Figure 7. The role of AA- and EPA-derived eicosanoids in neutrophil transmigration.

(A) When PDG₂ was perfused across a population of neutrophils adherent to EPA-treated endothelial cells, neutrophil transmigration was restored. However, PGD₃ had no significant effect on neutrophil behaviour. All data are mean±SEM of four experiments. ANOVA showed significant effect of treatment on transmigration. *p<0.05 compared to EPA-supplemented endothelial cells in the absence of PGD₂ by Dunnett test. (B) The DP1 receptor antagonist BW868c dose-dependently inhibited neutrophil transmigration on TNF-stimulated endothelial cells. All data are mean±SEM of five experiments; ANOVA showed a significant effect of BW868c concentration (p<0.01). (C) Perfusion of the DP-1 receptor agonist, BW245C, across neutrophils adherent to EPA-supplemented endothelial cells restored neutrophil migration to control levels.
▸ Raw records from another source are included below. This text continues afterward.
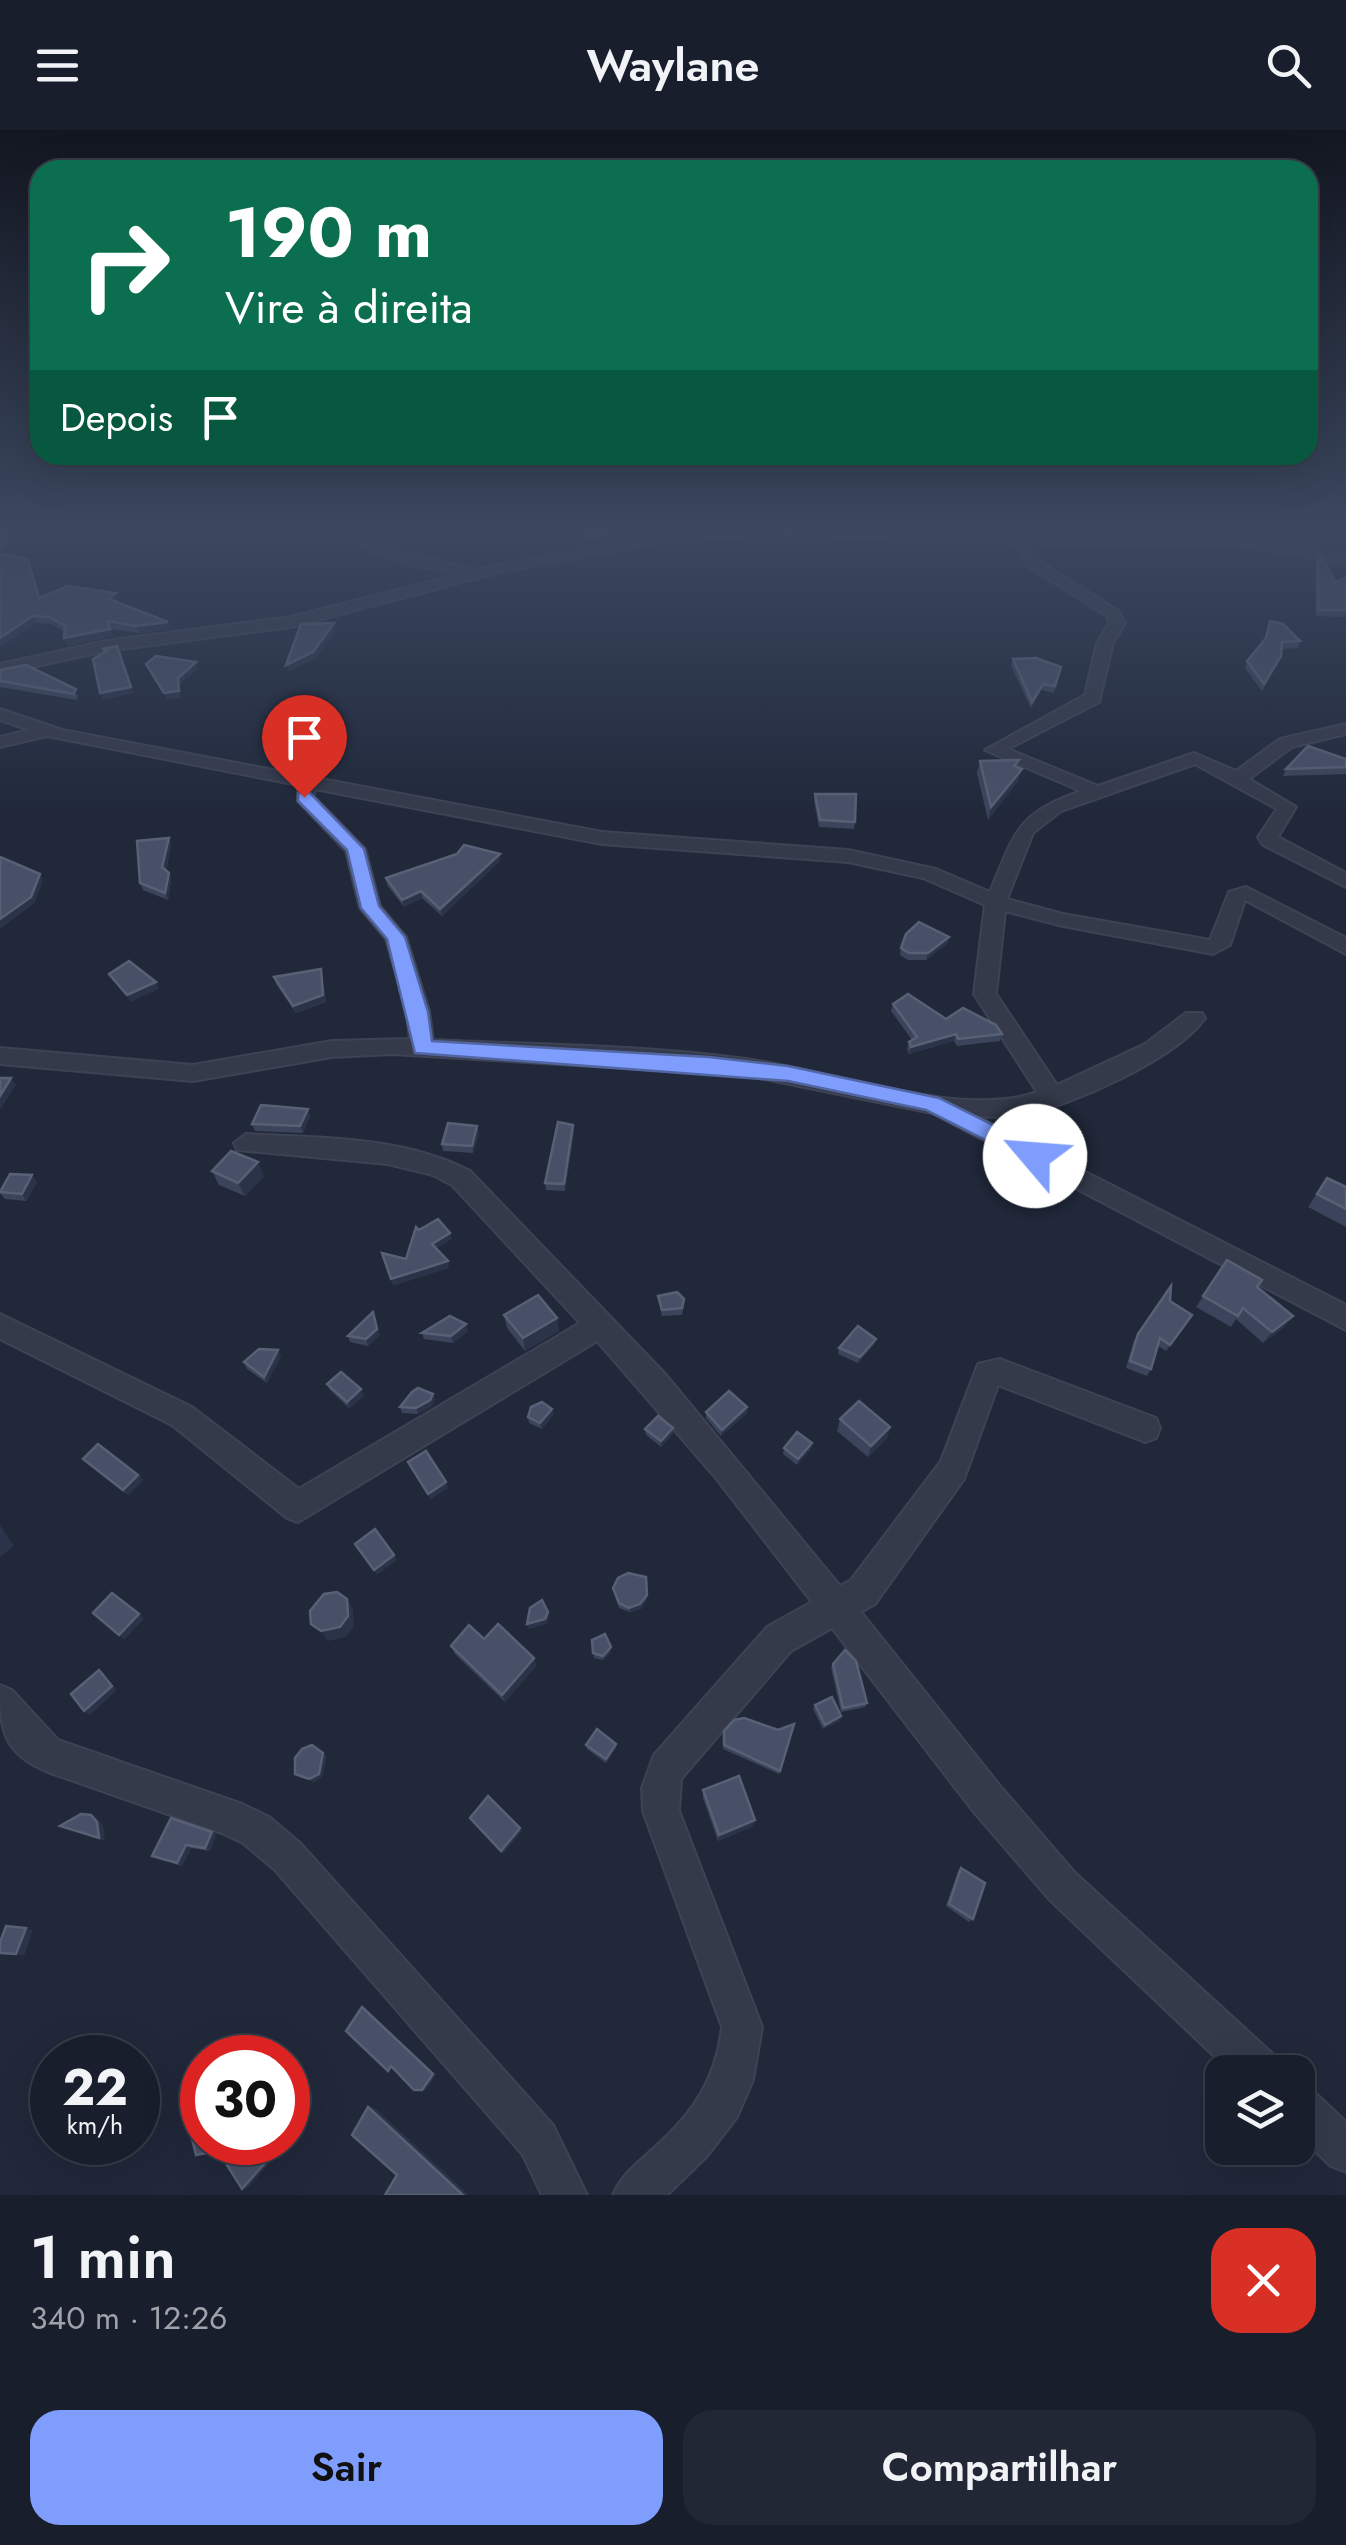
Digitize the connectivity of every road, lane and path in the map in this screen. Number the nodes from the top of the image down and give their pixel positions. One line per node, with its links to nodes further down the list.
1 (263, 625): 3 (street)
2 (1115, 625): 10 (street)
3 (5, 670)
4 (0, 714): 6 (street)
5 (1346, 729): 8 (street)
6 (46, 731): 7 (street); 9 (street)
7 (0, 742)
8 (1240, 776): 10 (street); 11 (street)
9 (308, 779): 12 (street); 15 (street)
10 (1094, 790): 12 (street)
11 (1346, 881)
12 (996, 902): 13 (street); 17 (street)
13 (1346, 947)
14 (1194, 1018): 17 (street)
15 (423, 1048): 16 (street); 18 (street)
16 (0, 1056)
17 (1052, 1098): 18 (street)
18 (932, 1104): 20 (street)
19 (246, 1144): 21 (street)
20 (1346, 1318)
21 (600, 1325): 22 (street); 24 (street)
22 (0, 1326)
23 (1145, 1428): 24 (street)
24 (839, 1609): 26 (street); 30 (street)
25 (0, 1702): 29 (street)
26 (1244, 2055)
27 (1315, 2122): 28 (street)
28 (1346, 2151)
29 (565, 2195)
30 (635, 2195)

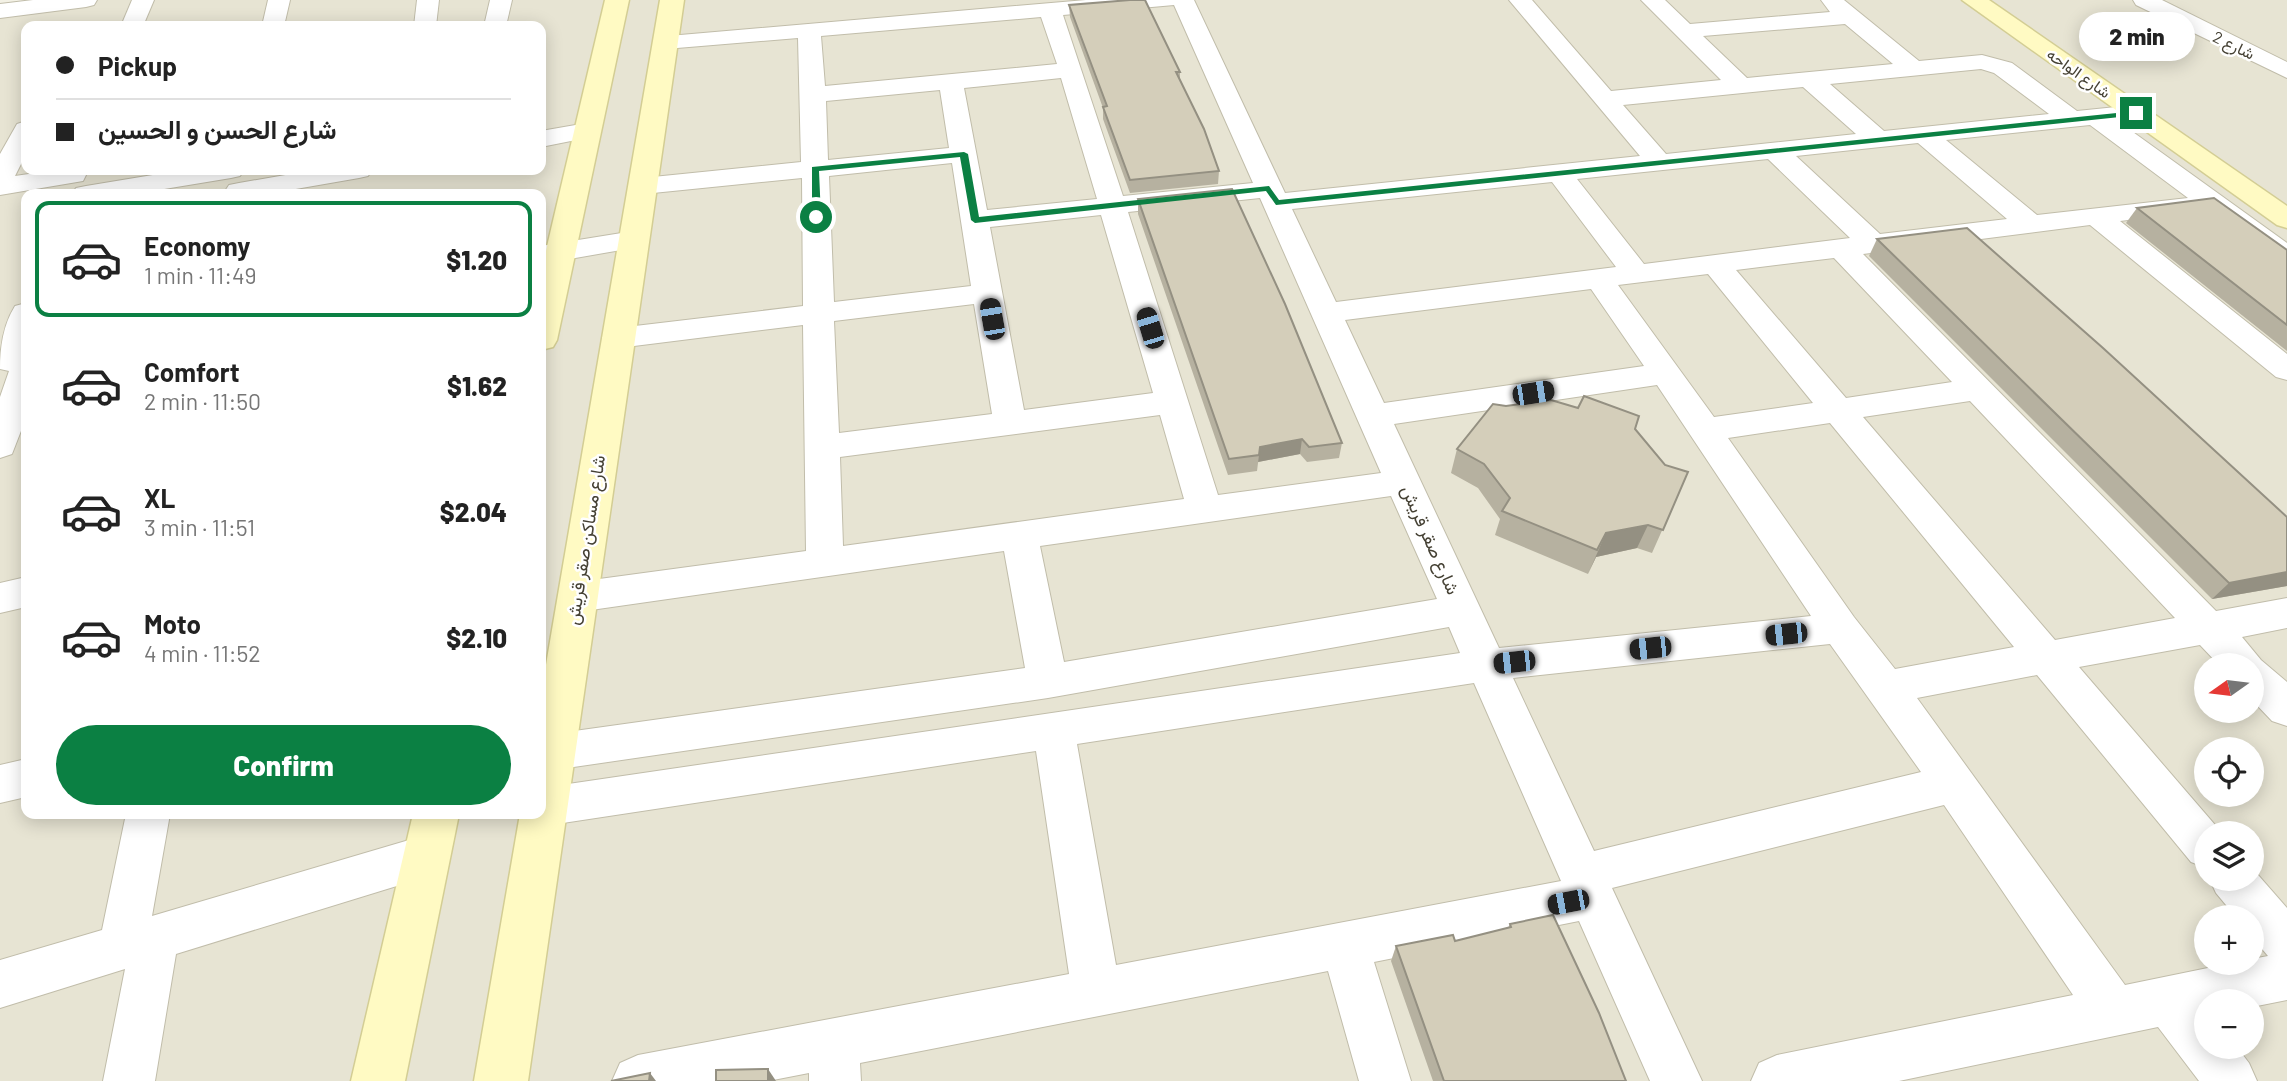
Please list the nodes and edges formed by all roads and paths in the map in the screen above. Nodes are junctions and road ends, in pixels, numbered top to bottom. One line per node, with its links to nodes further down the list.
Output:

Data are mean±SEM of five experiments. ANOVA showed a significant effect of treatment on transmigration. **p<0.01 compared to EPA-supplemented endothelial cells in the absence of BW868C by Dunnett test. (D) Neutrophils perfused across TNF-stimulated endothelial cells in the presence of PGD₃ showed a significantly reduced ability to migrate across the monolayer. Data are mean±SEM of three experiments; ANOVA showed a significant effect of PGD₃ concentration on transmigration (p<0.01). (E) The levels of PGD₃ released from endothelial cells are increased after EPA supplementation. Data are mean±SEM of three experiments. ANOVA showed a significant effect of treatment (p<0.05). **p<0.01 for PGD3 production compared to endothelial cells activated with TNF without EPA supplementation by Dunnett's test.